Exercise description: Pick each line containing "paths" out of the records.

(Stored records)
···
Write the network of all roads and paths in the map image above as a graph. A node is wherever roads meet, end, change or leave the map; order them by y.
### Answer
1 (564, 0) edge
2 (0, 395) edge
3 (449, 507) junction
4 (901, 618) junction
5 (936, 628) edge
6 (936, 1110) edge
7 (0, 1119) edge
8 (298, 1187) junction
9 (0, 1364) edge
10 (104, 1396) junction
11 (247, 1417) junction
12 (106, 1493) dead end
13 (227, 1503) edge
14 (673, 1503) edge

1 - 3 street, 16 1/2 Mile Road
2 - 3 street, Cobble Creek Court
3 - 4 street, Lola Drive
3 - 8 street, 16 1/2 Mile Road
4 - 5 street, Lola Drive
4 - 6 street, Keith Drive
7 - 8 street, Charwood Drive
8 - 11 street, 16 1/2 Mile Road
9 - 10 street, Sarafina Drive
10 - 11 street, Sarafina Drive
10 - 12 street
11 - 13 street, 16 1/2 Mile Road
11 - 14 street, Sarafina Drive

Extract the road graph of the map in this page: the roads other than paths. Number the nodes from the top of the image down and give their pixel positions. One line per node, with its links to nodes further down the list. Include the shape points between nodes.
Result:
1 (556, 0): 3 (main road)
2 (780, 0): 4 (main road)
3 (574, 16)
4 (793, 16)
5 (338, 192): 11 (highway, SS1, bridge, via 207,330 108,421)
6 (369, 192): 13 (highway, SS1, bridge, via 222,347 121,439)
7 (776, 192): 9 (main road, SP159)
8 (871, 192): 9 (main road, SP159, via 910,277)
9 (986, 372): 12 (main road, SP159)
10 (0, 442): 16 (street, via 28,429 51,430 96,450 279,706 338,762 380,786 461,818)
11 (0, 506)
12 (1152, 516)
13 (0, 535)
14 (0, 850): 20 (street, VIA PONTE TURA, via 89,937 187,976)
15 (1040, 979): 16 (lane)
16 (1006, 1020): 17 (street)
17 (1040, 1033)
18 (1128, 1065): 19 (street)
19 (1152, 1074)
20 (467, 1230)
···
Solution to the problem:
Write the network of all roads and paths in the map image above as a graph. A node is wherever roads meet, end, change or leave the map; order them by y.
Extract the road graph of the map in this page: the roads other than paths. Number the nodes from the top of the image down and give their pixel positions. One line per node, with its links to nodes further down the list. Include the shape points between nodes.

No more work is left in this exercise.